About stabilizer in group action
Take the action of $S_3$ on itself by conjugation and $x=(1\ 2)$. Then the stabilizer of $x$ is $\{e, x\}$ and this is not a normal subgroup of $S_3$.
If this where true all subgroups would be normal. Take a subgroup $H$ of $G$. Consider the left regular action of $G$ on the set of left cosets of $G$ by $H$. The stabilizer of $H$ is clearly $H$. Using the above we conclude $H$ is normal.
Consider the symmtric group on $X$. Conjugation here corresponds to 'renaming' the elements of $X$. Suppose as usual $X=\{1,2,\dots,n\}$. So for example conjugating the cycle $(1234)$ by the transposition $(24)$ gives the cycle $(1432)$, because we've renamed '4' to be '2' and vice versa.

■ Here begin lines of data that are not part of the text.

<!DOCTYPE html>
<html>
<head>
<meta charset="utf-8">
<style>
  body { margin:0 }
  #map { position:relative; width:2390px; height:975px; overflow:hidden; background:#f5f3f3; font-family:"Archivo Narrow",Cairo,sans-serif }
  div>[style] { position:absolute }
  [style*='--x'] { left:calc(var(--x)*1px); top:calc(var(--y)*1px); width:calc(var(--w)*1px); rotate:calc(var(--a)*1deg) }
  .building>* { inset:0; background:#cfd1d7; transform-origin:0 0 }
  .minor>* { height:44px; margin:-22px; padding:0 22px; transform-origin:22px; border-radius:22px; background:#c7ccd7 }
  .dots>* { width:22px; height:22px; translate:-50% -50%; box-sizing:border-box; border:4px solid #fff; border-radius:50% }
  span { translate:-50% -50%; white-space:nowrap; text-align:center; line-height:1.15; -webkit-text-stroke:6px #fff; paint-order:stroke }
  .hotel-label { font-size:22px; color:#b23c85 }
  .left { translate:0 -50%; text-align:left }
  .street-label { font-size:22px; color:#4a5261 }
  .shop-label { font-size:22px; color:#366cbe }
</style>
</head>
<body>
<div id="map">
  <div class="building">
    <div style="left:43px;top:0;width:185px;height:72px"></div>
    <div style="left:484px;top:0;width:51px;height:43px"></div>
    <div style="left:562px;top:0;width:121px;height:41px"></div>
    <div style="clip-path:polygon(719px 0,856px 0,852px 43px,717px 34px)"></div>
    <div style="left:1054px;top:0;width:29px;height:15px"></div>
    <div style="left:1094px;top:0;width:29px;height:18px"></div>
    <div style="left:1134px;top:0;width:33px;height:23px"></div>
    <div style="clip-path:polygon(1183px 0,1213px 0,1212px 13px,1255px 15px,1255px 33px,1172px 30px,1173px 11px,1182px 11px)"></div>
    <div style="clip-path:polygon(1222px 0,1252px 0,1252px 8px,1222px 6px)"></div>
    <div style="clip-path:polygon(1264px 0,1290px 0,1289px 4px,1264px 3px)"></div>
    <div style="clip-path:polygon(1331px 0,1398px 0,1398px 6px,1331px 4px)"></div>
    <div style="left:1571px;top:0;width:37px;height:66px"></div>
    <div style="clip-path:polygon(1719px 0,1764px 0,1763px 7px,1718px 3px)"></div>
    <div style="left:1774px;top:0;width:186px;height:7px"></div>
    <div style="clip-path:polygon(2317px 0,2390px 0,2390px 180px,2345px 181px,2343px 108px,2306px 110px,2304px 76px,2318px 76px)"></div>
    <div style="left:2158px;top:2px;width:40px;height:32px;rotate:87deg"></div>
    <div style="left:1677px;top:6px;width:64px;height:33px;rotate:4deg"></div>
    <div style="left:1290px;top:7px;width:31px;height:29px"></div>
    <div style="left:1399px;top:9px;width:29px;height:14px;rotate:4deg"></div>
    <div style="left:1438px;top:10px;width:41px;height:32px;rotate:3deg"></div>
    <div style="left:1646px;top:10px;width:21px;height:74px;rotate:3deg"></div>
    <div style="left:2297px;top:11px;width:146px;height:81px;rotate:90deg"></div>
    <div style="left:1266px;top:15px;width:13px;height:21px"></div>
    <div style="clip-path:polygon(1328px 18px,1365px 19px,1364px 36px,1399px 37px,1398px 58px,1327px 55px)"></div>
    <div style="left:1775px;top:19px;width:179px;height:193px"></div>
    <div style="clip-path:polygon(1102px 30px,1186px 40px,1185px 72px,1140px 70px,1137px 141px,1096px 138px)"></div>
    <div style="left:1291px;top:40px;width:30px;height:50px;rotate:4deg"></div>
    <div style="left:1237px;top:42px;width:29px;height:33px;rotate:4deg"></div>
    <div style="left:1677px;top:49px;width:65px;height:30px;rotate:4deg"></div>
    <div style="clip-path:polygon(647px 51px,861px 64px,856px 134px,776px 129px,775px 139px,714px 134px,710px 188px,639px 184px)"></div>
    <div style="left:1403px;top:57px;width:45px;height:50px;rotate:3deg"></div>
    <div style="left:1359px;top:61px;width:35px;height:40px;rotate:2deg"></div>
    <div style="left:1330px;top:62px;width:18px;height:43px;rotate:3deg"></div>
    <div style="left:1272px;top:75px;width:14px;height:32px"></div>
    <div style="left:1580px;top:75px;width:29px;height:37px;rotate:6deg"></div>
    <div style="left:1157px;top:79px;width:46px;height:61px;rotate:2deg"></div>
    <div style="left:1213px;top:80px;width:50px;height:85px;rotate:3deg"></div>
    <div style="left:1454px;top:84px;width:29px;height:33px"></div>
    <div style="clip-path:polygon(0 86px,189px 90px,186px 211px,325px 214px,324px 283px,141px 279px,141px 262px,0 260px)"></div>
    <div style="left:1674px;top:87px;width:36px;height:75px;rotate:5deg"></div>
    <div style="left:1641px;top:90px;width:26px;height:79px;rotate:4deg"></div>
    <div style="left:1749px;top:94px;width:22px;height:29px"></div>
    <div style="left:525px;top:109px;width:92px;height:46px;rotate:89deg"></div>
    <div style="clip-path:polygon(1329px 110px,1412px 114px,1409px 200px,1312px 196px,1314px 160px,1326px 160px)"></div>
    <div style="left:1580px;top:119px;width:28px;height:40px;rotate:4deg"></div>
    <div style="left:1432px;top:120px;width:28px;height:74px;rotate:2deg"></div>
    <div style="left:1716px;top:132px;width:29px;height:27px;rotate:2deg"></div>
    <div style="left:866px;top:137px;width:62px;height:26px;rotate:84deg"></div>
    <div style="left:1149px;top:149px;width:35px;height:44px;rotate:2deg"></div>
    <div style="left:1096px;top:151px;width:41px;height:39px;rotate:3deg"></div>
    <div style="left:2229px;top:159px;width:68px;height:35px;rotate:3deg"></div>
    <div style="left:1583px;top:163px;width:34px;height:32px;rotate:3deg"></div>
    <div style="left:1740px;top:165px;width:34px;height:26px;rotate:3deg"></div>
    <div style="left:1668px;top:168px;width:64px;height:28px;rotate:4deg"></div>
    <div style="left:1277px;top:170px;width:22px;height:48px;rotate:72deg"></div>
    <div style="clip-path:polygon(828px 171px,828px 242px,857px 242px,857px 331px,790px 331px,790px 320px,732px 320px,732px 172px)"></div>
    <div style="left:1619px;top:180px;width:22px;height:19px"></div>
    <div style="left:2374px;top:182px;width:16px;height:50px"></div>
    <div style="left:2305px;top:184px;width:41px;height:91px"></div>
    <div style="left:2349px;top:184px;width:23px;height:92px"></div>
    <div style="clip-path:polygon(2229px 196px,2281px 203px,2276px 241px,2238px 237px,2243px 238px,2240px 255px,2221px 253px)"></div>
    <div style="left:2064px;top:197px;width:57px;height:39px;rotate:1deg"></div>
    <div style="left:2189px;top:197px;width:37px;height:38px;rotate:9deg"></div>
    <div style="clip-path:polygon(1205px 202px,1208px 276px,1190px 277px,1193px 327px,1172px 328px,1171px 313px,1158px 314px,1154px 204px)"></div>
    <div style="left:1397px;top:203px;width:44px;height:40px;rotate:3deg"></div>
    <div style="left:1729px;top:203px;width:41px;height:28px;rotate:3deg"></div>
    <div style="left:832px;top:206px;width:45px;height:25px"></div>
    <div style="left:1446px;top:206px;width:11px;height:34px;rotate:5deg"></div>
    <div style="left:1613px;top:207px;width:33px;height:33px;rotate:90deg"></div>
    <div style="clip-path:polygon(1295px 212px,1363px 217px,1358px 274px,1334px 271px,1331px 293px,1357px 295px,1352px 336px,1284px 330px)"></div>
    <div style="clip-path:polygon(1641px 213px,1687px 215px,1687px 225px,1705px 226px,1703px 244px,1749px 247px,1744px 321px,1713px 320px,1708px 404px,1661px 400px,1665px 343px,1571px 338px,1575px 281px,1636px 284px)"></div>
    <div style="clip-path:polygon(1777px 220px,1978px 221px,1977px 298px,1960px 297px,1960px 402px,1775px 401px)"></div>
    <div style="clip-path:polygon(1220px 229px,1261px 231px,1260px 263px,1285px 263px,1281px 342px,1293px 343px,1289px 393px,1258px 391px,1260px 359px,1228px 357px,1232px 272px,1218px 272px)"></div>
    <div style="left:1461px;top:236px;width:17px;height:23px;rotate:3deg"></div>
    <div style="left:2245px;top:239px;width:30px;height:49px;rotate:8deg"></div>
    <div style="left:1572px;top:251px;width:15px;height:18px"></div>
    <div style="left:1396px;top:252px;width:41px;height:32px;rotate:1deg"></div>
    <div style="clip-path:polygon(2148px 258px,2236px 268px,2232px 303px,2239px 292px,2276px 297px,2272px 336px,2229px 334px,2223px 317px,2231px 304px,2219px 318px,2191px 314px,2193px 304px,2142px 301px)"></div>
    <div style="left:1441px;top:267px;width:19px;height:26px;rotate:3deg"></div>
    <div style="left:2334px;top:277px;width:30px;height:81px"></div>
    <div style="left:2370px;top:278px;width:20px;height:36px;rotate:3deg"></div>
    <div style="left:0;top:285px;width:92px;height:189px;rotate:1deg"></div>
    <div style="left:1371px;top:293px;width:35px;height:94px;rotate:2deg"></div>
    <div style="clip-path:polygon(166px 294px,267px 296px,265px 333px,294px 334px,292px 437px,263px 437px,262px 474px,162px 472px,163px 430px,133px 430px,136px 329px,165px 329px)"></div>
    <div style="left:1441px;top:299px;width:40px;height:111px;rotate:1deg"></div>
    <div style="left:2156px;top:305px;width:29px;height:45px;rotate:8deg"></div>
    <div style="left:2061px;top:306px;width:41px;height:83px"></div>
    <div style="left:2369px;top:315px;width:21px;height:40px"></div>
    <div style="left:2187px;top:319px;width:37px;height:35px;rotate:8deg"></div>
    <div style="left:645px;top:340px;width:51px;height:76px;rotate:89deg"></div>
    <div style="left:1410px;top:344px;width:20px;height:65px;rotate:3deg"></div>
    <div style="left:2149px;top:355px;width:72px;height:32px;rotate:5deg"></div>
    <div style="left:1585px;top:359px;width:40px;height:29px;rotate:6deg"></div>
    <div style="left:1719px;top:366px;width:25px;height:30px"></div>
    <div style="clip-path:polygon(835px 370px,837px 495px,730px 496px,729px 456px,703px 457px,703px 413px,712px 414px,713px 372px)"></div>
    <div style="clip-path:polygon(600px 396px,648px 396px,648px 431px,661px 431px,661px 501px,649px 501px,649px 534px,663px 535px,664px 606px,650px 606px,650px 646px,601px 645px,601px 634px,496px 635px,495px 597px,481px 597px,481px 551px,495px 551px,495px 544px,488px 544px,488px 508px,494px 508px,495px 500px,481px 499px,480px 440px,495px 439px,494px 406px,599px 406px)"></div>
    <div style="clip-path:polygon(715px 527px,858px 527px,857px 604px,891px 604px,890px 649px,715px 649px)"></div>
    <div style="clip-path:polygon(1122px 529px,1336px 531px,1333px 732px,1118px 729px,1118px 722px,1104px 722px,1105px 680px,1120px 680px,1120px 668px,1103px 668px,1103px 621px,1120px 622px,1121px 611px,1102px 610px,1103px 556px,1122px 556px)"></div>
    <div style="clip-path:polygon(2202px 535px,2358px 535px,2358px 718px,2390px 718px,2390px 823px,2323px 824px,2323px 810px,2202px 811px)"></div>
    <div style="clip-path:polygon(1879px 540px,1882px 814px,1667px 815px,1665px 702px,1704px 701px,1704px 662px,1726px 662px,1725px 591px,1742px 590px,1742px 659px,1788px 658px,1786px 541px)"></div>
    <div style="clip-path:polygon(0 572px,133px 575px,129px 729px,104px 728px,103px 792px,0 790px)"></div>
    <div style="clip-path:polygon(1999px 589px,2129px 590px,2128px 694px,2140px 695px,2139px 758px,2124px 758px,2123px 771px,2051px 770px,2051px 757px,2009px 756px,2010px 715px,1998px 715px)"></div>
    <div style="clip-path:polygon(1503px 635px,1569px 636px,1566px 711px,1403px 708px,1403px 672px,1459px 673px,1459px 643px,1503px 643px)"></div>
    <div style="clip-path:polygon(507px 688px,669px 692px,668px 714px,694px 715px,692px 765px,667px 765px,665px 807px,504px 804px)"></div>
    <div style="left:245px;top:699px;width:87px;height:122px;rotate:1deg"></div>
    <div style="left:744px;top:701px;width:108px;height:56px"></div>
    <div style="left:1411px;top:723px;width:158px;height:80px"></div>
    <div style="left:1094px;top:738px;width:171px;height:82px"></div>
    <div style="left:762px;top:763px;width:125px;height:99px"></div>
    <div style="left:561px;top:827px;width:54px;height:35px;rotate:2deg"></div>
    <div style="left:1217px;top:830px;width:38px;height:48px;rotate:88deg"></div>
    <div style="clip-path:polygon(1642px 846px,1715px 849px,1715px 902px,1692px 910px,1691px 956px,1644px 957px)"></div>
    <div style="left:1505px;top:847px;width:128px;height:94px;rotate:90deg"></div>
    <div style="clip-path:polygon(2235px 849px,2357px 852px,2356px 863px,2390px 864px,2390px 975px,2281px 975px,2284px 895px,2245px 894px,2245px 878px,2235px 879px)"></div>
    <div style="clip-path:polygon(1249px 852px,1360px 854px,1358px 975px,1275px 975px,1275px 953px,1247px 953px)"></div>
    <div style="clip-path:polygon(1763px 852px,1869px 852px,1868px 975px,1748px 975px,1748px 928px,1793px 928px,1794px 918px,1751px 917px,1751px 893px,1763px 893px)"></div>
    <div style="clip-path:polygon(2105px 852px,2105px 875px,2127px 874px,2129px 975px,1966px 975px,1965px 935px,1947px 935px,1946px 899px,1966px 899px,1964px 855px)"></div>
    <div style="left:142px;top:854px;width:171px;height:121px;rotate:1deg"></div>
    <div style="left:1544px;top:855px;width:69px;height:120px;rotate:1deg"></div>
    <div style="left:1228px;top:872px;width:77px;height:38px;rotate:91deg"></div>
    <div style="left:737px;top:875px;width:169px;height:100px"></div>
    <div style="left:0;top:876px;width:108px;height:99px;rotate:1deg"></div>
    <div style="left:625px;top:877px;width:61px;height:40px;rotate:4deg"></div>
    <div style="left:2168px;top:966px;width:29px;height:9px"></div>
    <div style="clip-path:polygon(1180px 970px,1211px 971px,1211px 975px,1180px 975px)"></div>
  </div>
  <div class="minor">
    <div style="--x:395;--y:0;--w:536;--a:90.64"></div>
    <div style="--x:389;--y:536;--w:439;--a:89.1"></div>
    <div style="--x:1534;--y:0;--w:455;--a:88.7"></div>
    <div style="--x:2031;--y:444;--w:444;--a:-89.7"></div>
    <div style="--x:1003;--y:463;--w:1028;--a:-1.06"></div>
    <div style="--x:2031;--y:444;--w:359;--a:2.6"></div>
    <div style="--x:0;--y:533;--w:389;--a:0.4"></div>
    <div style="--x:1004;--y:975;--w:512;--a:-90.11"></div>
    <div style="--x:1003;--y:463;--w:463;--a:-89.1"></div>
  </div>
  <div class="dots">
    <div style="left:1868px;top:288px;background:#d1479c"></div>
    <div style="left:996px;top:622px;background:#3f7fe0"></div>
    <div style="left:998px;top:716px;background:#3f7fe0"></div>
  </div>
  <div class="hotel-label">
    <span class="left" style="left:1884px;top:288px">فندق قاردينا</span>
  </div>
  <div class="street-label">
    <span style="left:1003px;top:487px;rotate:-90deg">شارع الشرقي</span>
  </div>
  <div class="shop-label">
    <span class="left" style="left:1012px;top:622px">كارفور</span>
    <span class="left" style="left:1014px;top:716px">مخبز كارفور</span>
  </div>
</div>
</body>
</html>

So a normal subgroup of $S_X$ is one which has the same elements in it when you do any 'renaming' of the symbols $1,\dots,n$ throughout its elements. You can see then that a stabilizer of a point here is the last thing we'd expect to be normal. The subgroup $G_4$ consisting of elements that fix $4$, say, contains some elements that fix $2$ and some that don't, so it won't consist of the same elements if '4' and '2' swap roles. (It will conjugate to $G_2$, of course.)